Ze wil ook een robot zijn, zelfredzaam, net als hij. Hij kan zichzelf opladen. Ze aait zijn siliconen wang.
Toen hij uit de doos kwam, had ze gewild dat hij iets meer van haar man had. Juan is nu een Japanner. Iedere dag dezelfde vragen op gezette tijden. Ze antwoordt altijd ja. ‘Heb je goed geslapen?’ Wat kan zo’n machine dat schelen. Ze zou willen dat hij iets minder een zorgrobot was. Het maakt niet uit wat ze zegt. Er is nooit iets ongewoons. Ze zou hem soms een klap willen verkopen. En het dan goedmaken. Dat is altijd het mooiste; het goedmaken erna. Het kan flink vlammen. En dan samen onder de douche, maar de androïde is hier niet toe uitgerust.

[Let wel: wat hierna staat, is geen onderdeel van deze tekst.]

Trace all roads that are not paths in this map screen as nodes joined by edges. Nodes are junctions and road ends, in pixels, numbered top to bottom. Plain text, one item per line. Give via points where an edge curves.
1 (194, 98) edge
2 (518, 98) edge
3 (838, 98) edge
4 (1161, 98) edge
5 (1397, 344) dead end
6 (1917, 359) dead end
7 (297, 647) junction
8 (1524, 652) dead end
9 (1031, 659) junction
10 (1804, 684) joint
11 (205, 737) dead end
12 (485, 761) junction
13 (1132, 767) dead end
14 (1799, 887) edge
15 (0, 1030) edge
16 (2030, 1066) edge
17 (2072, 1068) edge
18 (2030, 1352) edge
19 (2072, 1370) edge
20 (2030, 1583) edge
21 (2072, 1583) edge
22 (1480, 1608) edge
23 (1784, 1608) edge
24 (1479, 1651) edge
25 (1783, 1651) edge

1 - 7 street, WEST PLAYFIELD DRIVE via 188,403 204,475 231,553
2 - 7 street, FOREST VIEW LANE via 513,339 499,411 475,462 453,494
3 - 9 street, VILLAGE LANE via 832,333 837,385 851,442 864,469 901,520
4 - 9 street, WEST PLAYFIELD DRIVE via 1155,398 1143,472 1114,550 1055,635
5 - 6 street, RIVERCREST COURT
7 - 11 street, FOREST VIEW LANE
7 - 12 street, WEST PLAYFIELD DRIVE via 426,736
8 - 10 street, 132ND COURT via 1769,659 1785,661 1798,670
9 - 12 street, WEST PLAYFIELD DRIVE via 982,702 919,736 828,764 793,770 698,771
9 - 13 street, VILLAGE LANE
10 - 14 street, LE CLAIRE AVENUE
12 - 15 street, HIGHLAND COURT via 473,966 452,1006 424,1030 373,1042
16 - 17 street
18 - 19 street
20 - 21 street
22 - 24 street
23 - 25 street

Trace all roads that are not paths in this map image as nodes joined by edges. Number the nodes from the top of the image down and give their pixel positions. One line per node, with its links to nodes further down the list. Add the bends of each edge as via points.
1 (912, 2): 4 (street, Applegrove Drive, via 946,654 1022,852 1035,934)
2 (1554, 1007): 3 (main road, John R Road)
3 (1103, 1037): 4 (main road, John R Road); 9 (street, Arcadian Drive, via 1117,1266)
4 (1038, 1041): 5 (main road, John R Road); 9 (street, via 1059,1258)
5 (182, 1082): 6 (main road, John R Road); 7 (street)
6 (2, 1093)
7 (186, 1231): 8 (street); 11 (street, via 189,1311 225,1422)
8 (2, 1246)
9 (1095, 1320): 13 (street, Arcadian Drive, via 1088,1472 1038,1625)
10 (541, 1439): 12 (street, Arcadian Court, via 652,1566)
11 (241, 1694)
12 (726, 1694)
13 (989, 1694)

Het pakje ducados van Juan ligt op het bijzettafeltje, precies zoals het daar altijd lag. Ze heeft graag dat hij daar zit, al rookt een robot niet. Mathilde steekt er één op, inhaleert diep, legt de brandende sigaret in zijn hand en blaast de rook zijn richting op. Ze gaat zitten en kijkt naar hem. Als ze haar ogen tot spleetjes knijpt, lijkt hij er een beetje op. ‘Heb je zin in een koekje?’ vraagt Juan. Ze wil de laatste drie woorden wegvegen.